Que toda Pastoral tenha uma perspectiva missionária

Uma igreja fechada em si mesma não favorece o amadurecimento da fé. Alimenta a busca de um Deus “Mágico”, que soluciona nossos problemas, enquanto o Deus revelado por Jesus nos convida a transformarmos a realidade pela vivência da solidariedade e da partilha. Alimenta, também, a imagem de um Deus que premia o bom e castiga o mal. Assim, muitas vezes, buscamos fazer o bem para termos Deus como nosso aliado. A motivação de nossas ações não é o outro, mas o nosso próprio bem e interesse. Falta-nos, assim, a leveza e a alegria que são marcas dos verdadeiros discípulos de Jesus.
A motivação para nossos trabalhos pastorais deve brotar do nosso coração, como uma resposta gratuita ao amor de Deus por nós. Não se trata de cumprir um “mandamento”, mas em descobrir e experienciar que somos “todos” filhos amados de Deus. O Deus, Pai e Mãe, revelado por Jesus.

A proposta evangélica não pode ser vivida como uma busca angustiada de salvação pessoal. O perfeccionismo nos aprisiona em nosso orgulho, num projeto fechado em nosso próprio esforço. Precisamos reconhecer que somos frágeis, limitados, pecadores, mas amados em nossa fragilidade. Somos pecadores amados. Não devemos pensar, entretanto, que, ao nos revelar o Deus Misericordioso, Jesus tenha adotado uma atitude complacente em relação ao pecado. Somos sabedores da radicalidade de suas posições, das exigências feitas a quem deseja caminhar com ele. Ao nos ensinar a chamar Deus de “Pai Nosso”, deixou claro que precisamos viver como irmãos. Sem contemplação, sem oração, a vida cristã é inconcebível. Mas sem solidariedade com os pobres também não há vida cristã. Eis, pois, duas dimensões que é preciso manter unidas.

Movidos por esta certeza, o grupo de animação missionária de nossa paróquia vem motivando as comunidades a fazerem a experiência das visitas missionárias (que já aconteceram nas comunidades Nossa Senhora Aparecida – Posses e São Francisco de Assis – Juquinha de Paula).

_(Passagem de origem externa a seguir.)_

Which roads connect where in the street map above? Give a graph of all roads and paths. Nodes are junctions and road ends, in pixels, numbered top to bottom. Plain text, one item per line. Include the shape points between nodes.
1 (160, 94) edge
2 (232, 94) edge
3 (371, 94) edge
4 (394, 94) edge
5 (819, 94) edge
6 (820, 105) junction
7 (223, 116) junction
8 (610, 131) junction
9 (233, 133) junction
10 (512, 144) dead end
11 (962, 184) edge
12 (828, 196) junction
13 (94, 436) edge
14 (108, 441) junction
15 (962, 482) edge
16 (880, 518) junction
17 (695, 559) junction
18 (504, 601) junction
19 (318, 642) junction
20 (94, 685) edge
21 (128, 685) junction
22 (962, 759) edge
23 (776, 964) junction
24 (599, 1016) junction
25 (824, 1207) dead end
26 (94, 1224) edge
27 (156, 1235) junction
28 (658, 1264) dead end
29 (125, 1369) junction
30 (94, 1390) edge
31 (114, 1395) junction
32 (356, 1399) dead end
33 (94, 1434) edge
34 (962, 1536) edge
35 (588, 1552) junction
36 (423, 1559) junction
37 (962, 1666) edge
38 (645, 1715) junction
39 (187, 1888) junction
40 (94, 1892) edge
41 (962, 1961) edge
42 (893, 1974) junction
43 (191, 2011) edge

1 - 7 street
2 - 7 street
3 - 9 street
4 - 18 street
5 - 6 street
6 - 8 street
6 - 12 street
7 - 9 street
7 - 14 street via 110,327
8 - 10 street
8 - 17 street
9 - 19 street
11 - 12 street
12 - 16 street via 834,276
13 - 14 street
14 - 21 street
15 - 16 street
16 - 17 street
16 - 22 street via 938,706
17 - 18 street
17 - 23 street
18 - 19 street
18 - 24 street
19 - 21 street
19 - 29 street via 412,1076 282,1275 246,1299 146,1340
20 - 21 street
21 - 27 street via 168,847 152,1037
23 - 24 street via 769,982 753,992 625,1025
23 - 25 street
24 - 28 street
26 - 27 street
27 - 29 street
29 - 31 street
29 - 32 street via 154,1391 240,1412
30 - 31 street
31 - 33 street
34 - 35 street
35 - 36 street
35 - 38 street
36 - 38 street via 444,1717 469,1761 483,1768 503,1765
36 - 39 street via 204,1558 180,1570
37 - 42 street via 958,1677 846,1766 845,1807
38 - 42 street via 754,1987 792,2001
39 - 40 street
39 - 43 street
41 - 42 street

Colocar os pés no caminho nos ajuda a conhecermos melhor a realidade, para melhor orientarmos nossas ações pastorais. Quando abrimos nosso coração para o encontro com o outro, abrimos espaço para que o Espírito Santo abra nossos olhos e ouvidos para não ficarmos indiferentes ao clamor por vida verdadeira que habita os corações humanos.